:: Data records ::

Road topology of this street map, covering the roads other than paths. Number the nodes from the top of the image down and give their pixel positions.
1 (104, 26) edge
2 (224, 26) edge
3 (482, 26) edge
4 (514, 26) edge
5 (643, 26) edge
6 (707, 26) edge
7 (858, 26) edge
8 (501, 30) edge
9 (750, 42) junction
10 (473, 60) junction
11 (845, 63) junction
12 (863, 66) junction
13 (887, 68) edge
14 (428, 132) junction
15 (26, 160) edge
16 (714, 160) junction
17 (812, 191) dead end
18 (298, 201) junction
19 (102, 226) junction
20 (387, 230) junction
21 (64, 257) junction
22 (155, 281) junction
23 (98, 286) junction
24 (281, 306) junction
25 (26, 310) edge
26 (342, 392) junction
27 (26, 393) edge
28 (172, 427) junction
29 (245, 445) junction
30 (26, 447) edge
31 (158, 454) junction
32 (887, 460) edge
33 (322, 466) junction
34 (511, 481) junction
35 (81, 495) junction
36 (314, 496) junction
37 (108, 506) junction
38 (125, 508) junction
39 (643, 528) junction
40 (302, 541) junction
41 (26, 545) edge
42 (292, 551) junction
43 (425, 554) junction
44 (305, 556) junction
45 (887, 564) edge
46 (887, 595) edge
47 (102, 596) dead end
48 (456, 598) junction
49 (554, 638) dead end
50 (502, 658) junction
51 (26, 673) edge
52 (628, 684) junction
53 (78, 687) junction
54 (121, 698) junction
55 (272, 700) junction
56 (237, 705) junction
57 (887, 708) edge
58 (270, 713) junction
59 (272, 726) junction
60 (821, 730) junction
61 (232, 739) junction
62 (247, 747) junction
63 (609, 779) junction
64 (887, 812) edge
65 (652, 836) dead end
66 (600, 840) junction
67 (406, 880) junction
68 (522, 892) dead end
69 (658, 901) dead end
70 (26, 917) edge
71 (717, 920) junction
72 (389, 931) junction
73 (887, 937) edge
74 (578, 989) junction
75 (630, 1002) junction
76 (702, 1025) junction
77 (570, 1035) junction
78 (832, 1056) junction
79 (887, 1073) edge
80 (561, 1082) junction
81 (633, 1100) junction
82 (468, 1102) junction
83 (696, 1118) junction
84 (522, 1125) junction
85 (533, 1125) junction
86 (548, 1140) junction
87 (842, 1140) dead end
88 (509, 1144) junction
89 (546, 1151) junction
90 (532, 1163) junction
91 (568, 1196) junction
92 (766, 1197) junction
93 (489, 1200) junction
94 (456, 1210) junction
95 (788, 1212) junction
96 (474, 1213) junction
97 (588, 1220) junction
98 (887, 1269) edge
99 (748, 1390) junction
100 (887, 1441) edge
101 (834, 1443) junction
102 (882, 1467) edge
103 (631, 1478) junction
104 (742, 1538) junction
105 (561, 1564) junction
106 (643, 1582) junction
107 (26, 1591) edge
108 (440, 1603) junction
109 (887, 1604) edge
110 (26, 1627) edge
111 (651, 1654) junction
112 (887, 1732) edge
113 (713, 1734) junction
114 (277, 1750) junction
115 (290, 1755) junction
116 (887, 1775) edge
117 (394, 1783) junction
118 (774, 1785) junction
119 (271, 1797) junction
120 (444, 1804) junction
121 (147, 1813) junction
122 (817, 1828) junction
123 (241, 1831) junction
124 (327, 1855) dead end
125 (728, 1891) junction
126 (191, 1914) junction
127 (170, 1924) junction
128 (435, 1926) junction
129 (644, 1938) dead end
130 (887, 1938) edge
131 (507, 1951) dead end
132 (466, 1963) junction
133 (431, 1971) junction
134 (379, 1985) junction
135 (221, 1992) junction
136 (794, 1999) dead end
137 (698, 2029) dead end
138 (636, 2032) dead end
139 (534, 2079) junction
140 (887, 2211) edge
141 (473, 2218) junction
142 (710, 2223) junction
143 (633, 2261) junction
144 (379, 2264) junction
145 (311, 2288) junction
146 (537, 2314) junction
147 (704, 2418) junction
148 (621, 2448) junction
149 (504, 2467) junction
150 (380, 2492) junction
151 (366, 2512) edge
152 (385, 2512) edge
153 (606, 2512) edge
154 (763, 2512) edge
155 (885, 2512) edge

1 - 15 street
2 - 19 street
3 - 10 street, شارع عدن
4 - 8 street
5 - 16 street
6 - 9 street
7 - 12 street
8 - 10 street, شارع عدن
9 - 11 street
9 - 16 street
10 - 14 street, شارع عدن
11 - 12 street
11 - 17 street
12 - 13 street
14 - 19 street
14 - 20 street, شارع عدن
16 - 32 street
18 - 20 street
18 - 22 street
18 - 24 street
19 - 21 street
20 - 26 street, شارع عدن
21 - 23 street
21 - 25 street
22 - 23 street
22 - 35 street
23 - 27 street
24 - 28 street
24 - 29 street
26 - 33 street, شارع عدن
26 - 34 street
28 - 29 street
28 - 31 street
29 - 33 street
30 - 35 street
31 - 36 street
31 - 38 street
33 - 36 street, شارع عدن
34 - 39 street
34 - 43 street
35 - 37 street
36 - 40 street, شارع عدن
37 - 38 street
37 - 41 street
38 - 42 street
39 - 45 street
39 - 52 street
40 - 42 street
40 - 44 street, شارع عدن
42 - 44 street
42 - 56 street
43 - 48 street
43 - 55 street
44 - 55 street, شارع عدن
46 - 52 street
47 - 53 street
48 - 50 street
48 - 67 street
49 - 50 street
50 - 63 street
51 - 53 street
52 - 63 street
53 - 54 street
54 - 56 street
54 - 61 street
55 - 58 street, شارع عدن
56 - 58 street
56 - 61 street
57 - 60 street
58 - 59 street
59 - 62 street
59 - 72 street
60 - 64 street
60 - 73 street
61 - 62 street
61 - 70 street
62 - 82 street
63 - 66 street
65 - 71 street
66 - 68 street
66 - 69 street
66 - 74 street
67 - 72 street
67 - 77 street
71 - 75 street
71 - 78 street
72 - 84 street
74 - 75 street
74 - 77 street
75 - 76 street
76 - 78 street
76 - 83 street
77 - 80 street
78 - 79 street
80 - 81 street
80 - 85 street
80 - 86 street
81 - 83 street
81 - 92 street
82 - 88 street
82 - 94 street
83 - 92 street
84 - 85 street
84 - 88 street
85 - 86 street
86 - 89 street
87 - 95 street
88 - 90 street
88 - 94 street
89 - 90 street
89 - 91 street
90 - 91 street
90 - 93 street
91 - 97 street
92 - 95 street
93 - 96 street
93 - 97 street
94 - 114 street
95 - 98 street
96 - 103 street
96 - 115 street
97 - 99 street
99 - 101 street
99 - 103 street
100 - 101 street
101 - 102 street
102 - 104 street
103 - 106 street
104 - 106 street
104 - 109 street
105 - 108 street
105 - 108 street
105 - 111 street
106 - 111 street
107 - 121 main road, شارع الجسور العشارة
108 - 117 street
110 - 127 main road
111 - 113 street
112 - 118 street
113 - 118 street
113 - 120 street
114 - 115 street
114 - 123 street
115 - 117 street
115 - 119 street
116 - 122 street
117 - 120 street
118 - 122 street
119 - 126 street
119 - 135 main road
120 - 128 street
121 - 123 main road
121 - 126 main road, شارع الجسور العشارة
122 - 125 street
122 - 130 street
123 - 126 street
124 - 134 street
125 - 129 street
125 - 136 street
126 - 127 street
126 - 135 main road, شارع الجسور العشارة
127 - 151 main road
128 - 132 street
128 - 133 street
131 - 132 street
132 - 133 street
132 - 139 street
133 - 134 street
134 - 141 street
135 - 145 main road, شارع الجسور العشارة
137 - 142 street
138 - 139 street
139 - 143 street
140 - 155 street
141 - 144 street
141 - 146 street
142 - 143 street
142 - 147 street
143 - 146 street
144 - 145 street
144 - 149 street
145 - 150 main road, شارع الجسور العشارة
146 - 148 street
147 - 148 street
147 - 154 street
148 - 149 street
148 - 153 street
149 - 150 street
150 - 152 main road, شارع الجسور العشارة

:::

**About this exercise**. Copy whichever lines of the records above contain the word "الجسور".

**Response for this exercise**.
107 - 121 main road, شارع الجسور العشارة
121 - 126 main road, شارع الجسور العشارة
126 - 135 main road, شارع الجسور العشارة
135 - 145 main road, شارع الجسور العشارة
145 - 150 main road, شارع الجسور العشارة
150 - 152 main road, شارع الجسور العشارة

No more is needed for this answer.